As proteções essenciais para o cliente
Em um banco digital esse tema envolve múltiplas camadas, que vão desde garantias financeiras até a segurança tecnológica, passando também pela conscientização das pessoas:
- Fundo Garantidor de Créditos (FGC): para depósitos elegíveis, o FGC oferece uma garantia de até R$250.000,00 por CPF/CNPJ por instituição financeira, com um limite global de R$1.000.000,00 a cada período de 4 anos
- Sistemas avançados de cibersegurança: incluem prevenção e monitoramento de fraudes, criptografia de dados e mecanismos de autenticação forte, como biometria e múltiplos fatores de verificação
- Educação financeira e digital: bancos maduros investem na conscientização dos clientes sobre golpes e boas práticas de segurança online
- Políticas claras de ressarcimento e atendimento: canais de atendimento ágeis e eficientes são cruciais para resolver problemas e garantir o ressarcimento em caso de incidentes
Bancos maduros investem continuamente em tecnologia e evolução de controles para proteger usuários, criando um ambiente digital mais seguro e minimizando riscos de fraudes. A educação financeira e digital, um pilar importante para o Inter, também é exemplo de uma medida fundamental de proteção.

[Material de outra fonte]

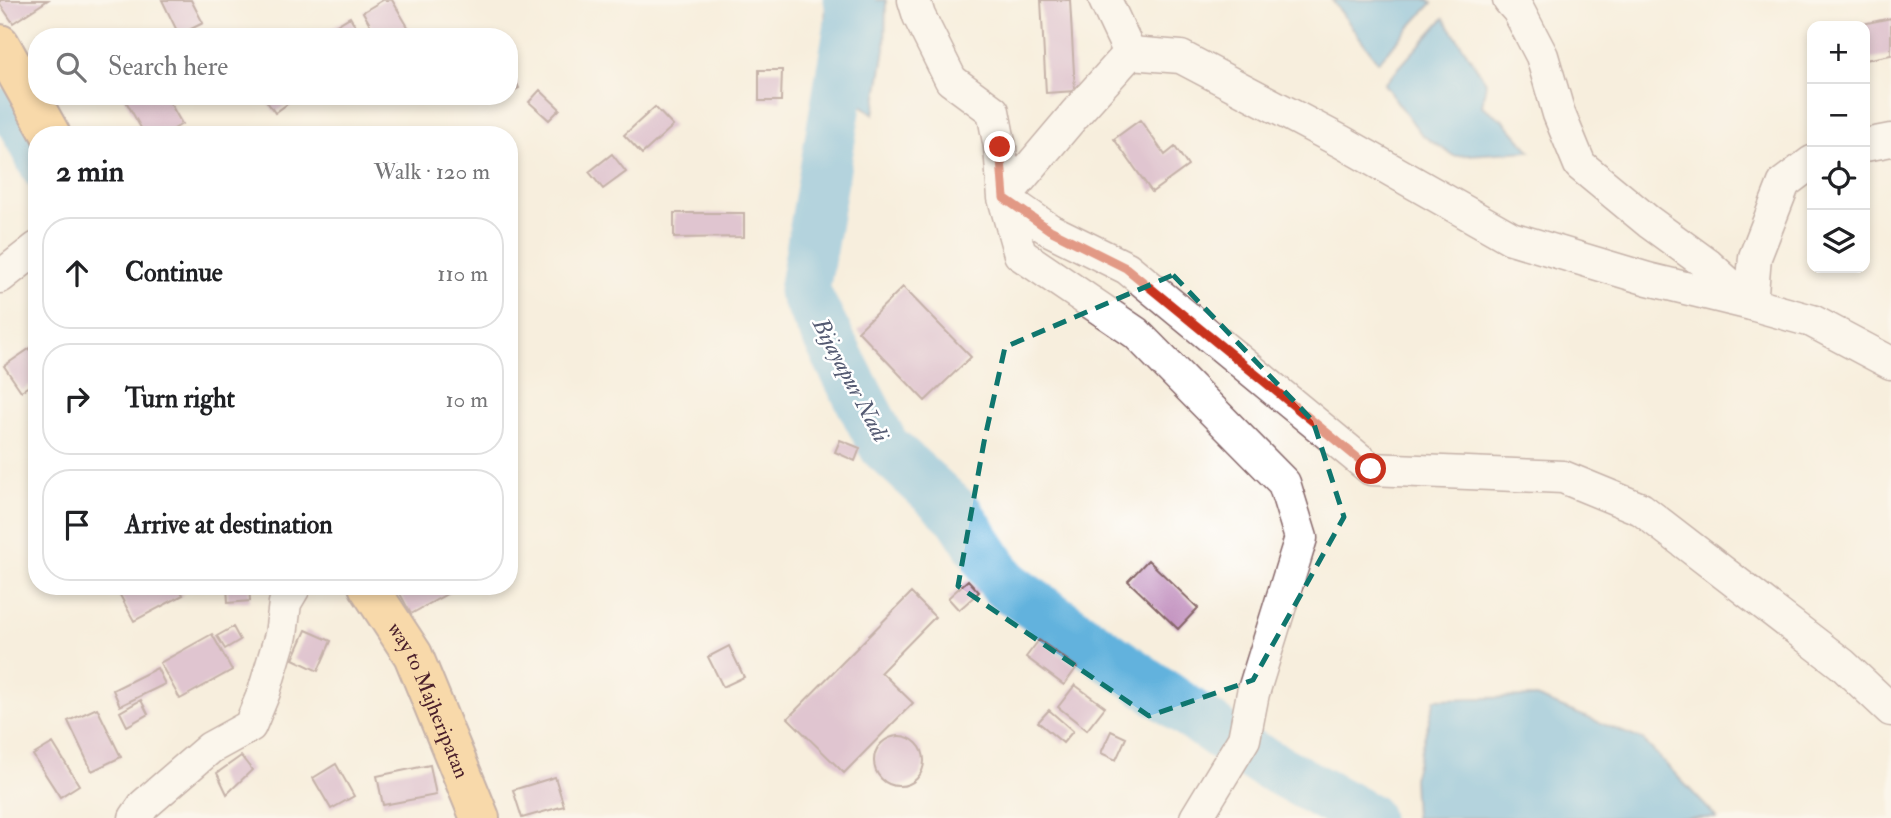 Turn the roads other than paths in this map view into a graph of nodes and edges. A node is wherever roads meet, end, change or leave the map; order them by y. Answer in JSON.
{"nodes":[{"id":1,"x":914,"y":0,"type":"edge"},
{"id":2,"x":1105,"y":0,"type":"edge"},
{"id":3,"x":1509,"y":0,"type":"edge"},
{"id":4,"x":0,"y":44,"type":"edge"},
{"id":5,"x":1130,"y":53,"type":"junction"},
{"id":6,"x":28,"y":94,"type":"edge"},
{"id":7,"x":34,"y":105,"type":"edge"},
{"id":8,"x":46,"y":126,"type":"edge"},
{"id":9,"x":1891,"y":140,"type":"edge"},
{"id":10,"x":1870,"y":144,"type":"edge"},
{"id":11,"x":1807,"y":166,"type":"edge"},
{"id":12,"x":1004,"y":198,"type":"junction"},
{"id":13,"x":28,"y":255,"type":"edge"},
{"id":14,"x":0,"y":277,"type":"edge"},
{"id":15,"x":1751,"y":304,"type":"junction"},
{"id":16,"x":1891,"y":363,"type":"edge"},
{"id":17,"x":290,"y":595,"type":"edge"},
{"id":18,"x":374,"y":595,"type":"edge"},
{"id":19,"x":1891,"y":710,"type":"edge"},
{"id":20,"x":135,"y":818,"type":"edge"},
{"id":21,"x":480,"y":818,"type":"edge"},
{"id":22,"x":1196,"y":818,"type":"edge"}],
"edges":[{"from":1,"to":12,"type":"street"},
{"from":2,"to":5,"type":"street"},
{"from":3,"to":15,"type":"street"},
{"from":4,"to":6,"type":"main road"},
{"from":5,"to":12,"type":"street"},
{"from":5,"to":15,"type":"street"},
{"from":7,"to":8,"type":"main road"},
{"from":9,"to":10,"type":"street"},
{"from":11,"to":15,"type":"street"},
{"from":12,"to":19,"type":"street"},
{"from":12,"to":22,"type":"street"},
{"from":13,"to":14,"type":"street"},
{"from":15,"to":16,"type":"street"},
{"from":17,"to":20,"type":"street"},
{"from":18,"to":21,"type":"main road","name":"way to Majheripatan"}]}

Como instituições maduras respondem a incidentes
Mesmo com as mais robustas medidas de segurança, incidentes podem ocorrer. O que diferencia uma instituição madura é a forma como ela responde a esses desafios. A rapidez na identificação do problema, a comunicação clara e transparente com os clientes, a existência de estruturas definidas de gestão de crises e a capacidade de contenção de impactos são decisivas.
Alexandre Riccio explica que um “ponto essencial [de segurança] é a capacidade de aprender com eventos e ajustar processos e controles, fortalecendo continuamente o sistema de gestão de riscos”.
Uma postura proativa e adaptativa sinaliza maturidade e compromisso com a segurança, garantindo que a instituição esteja sempre evoluindo para proteger seus clientes e seus ativos.
Escolha informada, finanças protegidas
Para escolher um banco digital, é fundamental observar indicadores financeiros, qualidade da gestão de riscos, proteções oferecidas e capacidade de resposta a incidentes.
A segurança financeira é um direito e responsabilidade compartilhada, em que a transparência das instituições e a vigilância dos consumidores se complementam para um ambiente digital mais confiável.
Instituições que combinam liquidez robusta, qualidade dos ativos, modelo de negócios diversificado e investimentos contínuos em tecnologia oferecem um exemplo de como a solidez é construída no ambiente digital.
Ao priorizar esses critérios, os consumidores desfrutam da conveniência dos bancos digitais com a tranquilidade de saber que suas finanças estão em boas mãos.